• **Task instructions**: Pull every line that holds the word "numbered" from the entries.

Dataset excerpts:
::::::::

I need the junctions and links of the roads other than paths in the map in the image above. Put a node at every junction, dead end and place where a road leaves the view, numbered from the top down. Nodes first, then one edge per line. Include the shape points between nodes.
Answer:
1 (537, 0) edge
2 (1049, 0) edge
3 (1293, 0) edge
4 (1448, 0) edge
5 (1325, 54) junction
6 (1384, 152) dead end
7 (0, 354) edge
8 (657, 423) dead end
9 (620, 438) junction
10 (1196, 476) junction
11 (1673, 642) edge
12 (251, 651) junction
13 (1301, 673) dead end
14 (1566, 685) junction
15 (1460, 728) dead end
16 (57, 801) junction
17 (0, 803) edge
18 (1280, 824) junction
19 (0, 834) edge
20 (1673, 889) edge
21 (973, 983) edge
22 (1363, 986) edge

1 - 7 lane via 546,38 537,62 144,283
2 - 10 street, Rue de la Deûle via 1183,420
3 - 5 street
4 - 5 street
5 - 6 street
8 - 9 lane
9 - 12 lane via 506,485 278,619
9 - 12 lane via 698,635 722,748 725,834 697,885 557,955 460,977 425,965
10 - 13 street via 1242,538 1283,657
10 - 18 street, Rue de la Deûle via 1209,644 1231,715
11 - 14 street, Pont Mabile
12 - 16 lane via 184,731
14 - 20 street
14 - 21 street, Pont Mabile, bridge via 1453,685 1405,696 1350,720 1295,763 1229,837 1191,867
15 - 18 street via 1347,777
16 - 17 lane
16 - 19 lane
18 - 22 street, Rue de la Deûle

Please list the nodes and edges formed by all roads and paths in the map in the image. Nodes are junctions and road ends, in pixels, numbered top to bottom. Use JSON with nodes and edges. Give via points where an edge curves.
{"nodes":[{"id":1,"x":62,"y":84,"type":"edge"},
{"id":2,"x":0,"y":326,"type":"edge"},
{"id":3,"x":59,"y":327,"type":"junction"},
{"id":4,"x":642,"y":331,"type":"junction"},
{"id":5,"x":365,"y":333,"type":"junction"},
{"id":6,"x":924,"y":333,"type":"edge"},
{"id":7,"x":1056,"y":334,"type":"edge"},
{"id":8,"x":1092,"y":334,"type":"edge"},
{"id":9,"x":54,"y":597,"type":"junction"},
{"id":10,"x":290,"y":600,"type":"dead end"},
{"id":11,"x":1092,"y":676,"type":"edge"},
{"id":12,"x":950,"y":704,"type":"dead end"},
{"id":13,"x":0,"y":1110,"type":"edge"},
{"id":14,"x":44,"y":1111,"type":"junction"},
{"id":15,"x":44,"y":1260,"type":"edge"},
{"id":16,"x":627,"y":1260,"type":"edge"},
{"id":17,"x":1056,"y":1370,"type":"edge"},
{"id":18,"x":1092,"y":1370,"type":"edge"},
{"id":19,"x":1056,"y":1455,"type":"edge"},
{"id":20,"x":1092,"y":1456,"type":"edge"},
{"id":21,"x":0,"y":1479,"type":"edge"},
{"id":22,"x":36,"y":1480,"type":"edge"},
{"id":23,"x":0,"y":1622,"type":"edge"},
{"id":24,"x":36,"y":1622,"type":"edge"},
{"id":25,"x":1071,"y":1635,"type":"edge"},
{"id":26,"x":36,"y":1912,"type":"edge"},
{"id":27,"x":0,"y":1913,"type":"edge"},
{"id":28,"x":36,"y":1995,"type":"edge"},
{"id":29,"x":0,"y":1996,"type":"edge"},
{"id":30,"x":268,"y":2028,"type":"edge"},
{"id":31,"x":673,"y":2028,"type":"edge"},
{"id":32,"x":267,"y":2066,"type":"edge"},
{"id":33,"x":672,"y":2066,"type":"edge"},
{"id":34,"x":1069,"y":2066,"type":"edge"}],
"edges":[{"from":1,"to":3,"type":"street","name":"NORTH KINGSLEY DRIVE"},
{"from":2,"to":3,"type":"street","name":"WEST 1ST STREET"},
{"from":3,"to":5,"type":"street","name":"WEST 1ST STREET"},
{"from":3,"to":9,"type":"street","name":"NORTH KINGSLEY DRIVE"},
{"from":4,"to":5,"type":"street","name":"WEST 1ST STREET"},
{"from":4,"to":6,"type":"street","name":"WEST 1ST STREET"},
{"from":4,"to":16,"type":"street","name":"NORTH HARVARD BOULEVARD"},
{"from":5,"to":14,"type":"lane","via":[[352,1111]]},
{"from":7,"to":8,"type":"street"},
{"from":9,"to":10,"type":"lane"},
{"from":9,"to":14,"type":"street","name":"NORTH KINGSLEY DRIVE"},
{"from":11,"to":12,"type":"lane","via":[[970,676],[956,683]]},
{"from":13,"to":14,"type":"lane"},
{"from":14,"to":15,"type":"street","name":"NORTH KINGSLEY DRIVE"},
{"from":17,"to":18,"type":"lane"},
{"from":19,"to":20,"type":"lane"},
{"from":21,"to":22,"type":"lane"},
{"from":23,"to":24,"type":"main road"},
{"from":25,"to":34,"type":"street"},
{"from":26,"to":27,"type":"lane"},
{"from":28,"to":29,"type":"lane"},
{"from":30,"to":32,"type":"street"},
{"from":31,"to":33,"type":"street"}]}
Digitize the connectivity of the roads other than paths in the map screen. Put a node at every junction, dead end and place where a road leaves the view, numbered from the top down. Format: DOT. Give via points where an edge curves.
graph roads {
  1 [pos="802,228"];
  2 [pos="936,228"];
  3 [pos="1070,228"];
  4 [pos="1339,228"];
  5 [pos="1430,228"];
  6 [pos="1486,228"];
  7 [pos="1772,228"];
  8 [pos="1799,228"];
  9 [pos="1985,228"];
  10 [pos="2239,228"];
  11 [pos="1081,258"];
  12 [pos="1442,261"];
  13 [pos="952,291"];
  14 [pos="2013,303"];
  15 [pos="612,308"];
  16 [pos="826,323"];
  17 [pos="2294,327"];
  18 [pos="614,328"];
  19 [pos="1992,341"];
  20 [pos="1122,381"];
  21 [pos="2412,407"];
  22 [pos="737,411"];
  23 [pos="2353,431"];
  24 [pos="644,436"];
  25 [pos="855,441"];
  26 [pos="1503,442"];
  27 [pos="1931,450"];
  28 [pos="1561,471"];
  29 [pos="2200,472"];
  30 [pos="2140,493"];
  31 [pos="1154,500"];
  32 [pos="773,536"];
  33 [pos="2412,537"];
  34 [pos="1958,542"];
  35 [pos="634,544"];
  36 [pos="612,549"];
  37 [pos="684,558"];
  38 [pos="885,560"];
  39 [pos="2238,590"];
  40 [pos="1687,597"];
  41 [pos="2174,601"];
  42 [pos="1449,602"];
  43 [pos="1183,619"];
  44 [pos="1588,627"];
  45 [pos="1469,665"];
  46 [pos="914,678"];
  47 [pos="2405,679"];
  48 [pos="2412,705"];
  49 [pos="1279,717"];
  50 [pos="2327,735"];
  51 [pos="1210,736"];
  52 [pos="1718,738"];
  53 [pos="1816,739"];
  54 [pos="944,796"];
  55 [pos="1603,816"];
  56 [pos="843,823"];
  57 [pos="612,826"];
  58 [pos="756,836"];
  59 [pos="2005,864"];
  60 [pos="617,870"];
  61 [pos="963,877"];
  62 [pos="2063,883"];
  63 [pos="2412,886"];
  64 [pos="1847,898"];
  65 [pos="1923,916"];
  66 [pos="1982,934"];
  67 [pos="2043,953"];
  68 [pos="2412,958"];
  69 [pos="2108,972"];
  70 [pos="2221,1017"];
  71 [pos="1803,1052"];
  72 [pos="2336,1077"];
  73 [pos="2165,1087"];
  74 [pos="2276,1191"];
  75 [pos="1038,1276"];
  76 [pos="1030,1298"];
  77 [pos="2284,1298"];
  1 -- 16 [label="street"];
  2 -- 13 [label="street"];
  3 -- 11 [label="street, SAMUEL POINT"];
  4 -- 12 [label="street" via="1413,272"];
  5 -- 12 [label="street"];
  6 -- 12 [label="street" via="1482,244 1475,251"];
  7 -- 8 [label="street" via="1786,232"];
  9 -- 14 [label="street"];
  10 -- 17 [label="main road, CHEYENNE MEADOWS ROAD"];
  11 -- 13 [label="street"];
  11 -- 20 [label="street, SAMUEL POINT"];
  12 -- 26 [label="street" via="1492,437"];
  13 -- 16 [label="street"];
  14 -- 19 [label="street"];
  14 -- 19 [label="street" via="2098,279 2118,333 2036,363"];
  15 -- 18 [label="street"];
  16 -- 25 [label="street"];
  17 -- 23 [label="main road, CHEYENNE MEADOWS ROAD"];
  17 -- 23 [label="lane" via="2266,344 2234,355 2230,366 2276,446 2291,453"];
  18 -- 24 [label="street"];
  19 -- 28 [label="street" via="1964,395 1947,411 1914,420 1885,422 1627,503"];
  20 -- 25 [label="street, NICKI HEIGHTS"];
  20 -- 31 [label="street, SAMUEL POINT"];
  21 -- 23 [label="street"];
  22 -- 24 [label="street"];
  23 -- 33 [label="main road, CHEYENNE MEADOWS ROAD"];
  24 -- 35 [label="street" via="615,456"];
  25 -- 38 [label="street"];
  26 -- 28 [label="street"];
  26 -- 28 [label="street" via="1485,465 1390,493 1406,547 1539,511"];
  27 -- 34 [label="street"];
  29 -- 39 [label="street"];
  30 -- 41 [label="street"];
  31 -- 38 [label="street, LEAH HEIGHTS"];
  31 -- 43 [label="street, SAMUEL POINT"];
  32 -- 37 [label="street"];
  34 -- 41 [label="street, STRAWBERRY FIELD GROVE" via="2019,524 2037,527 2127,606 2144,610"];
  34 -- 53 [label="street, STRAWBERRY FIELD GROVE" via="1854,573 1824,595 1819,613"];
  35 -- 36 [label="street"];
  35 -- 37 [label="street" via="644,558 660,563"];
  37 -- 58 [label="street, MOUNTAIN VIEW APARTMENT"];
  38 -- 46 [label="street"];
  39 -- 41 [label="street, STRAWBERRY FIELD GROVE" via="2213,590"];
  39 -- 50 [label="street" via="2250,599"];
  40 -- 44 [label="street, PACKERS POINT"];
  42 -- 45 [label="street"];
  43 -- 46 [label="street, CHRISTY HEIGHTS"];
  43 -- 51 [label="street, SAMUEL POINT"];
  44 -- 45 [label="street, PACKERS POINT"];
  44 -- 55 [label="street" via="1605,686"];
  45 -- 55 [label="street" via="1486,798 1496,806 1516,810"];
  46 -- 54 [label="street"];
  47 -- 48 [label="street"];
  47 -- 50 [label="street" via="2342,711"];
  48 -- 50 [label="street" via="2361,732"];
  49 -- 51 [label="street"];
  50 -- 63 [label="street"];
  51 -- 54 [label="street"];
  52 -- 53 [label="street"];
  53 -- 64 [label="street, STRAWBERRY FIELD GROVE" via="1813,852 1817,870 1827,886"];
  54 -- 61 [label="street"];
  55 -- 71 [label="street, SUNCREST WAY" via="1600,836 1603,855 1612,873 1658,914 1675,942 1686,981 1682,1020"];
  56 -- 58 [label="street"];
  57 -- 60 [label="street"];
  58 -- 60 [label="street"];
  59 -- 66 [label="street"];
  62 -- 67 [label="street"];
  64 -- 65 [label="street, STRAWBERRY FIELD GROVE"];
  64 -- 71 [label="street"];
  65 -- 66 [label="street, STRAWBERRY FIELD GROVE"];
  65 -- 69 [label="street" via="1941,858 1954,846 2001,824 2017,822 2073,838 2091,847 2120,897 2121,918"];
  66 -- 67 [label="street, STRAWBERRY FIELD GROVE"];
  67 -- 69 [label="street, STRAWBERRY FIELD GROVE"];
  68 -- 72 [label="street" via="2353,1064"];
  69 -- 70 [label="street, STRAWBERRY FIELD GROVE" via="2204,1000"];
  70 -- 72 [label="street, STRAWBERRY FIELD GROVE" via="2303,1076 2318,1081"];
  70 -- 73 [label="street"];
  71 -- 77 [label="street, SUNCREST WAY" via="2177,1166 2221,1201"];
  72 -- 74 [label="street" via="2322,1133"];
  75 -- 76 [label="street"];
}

::::::::

• **Result of the exercise**:
I need the junctions and links of the roads other than paths in the map in the image above. Put a node at every junction, dead end and place where a road leaves the view, numbered from the top down. Nodes first, then one edge per line. Include the shape points between nodes.
Please list the nodes and edges formed by all roads and paths in the map in the image. Nodes are junctions and road ends, in pixels, numbered top to bottom. Use JSON with nodes and edges. Give via points where an edge curves.
Digitize the connectivity of the roads other than paths in the map screen. Put a node at every junction, dead end and place where a road leaves the view, numbered from the top down. Format: DOT. Give via points where an edge curves.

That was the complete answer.